Shift-share IV estimation with AKM (2019) corrected standard errors.

Estimates a 2SLS regression where the instrument is a Bartik (shift-share) variable B_i = sum_k s_{ik} g_k, and corrects the variance-covariance matrix to account for cross-sectional correlation induced by shared shocks.

Parameters:

Name	Type	Description	Default
`data`	`DataFrame`	Observation-level data (n rows).	required
`y`	`str`	Outcome variable name.	required
`x`	`str`	Endogenous regressor / constructed Bartik IV column in data. If the column is the constructed Bartik instrument itself (i.e. the reduced-form specification), the estimator runs OLS and corrects SEs. If it is an endogenous regressor, a Bartik IV is constructed from shares and shocks for the first stage.	required
`shares`	`array-like of shape (n, K)`	Exposure-share matrix. `shares[i, k]` is unit i's exposure to shock k.	required
`shocks`	`str or array-like of shape (K,)`	Shock vector.

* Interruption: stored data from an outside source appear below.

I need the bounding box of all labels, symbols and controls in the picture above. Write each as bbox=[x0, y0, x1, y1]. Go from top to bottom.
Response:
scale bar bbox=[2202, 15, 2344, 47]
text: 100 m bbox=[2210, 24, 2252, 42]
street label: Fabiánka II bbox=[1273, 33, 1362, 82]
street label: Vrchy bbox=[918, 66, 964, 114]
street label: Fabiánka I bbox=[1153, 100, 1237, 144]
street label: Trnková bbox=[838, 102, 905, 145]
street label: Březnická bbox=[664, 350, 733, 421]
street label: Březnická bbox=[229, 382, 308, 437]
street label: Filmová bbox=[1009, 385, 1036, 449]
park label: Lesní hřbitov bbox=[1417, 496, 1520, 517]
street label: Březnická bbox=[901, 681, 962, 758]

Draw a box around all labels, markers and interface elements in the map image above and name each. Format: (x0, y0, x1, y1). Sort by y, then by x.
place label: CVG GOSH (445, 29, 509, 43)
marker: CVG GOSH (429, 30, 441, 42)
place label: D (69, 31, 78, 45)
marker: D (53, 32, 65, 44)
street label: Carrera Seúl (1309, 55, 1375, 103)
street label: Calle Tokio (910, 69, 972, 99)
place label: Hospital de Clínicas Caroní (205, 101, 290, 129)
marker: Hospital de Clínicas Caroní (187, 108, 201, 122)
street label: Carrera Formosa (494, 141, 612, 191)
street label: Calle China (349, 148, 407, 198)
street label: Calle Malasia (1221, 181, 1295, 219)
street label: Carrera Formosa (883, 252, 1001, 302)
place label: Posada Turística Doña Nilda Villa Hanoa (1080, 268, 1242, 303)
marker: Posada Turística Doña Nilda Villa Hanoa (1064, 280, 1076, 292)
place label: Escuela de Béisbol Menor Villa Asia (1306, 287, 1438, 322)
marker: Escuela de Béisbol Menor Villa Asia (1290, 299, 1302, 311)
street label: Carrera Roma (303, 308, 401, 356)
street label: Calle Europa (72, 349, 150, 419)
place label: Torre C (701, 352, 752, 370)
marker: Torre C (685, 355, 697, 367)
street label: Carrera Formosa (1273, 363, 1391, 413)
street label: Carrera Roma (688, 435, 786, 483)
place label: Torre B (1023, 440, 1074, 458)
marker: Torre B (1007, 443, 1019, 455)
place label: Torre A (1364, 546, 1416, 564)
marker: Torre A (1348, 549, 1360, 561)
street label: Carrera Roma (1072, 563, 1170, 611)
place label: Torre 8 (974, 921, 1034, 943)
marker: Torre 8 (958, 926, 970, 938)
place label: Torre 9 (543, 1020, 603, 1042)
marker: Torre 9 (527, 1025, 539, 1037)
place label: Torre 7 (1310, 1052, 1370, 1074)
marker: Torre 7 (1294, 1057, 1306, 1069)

Either a 1-D array/Series of length K, or a column name in shock_data. If `None`, the Bartik variable in x is used directly (reduced-form mode).	`None`
`shock_data`	`DataFrame`	Shock-level DataFrame (K rows) when shocks is a column name.	`None`
`controls`	`list of str`	Exogenous control variables.	`None`
`cluster`	`str`	Observation-level cluster variable (not used in the AKM variance; retained for compatibility and diagnostics).	`None`
`alpha`	`float`	Significance level.	`0.05`

Returns:

Type	Description
`EconometricResults`	With AKM-corrected standard errors.

Examples:

>>> import numpy as np, pandas as pd
>>> import statspai as sp
>>> rng = np.random.default_rng(0)
>>> n, K = 80, 5
>>> shares = rng.dirichlet(np.ones(K), size=n)  # exposure shares, rows sum to 1
>>> g = rng.normal(0.0, 1.0, K)                 # industry-level shocks
>>> bartik = shares @ g                          # shift-share instrument
>>> emp = 0.7 * bartik + rng.normal(0, 0.5, n)   # endogenous regressor
>>> wage = 1.5 * emp + rng.normal(0, 0.5, n)     # outcome
>>> df = pd.DataFrame({"wage": wage, "emp": emp})
>>> df_shocks = pd.DataFrame({"industry_growth": g})
>>> result = sp.ssaggregate(
...     data=df,
...     y="wage",
...     x="emp",
...     shares=shares,
...     shocks="industry_growth",
...     shock_data=df_shocks,
... )
>>> bool(result.params.shape[0] >= 1)
True

shift_share_se ¶

shift_share_se(iv_result: EconometricResults, shares: ndarray, alpha: float = 0.05) -> EconometricResults

Correct standard errors of an existing IV result for shift-share structure.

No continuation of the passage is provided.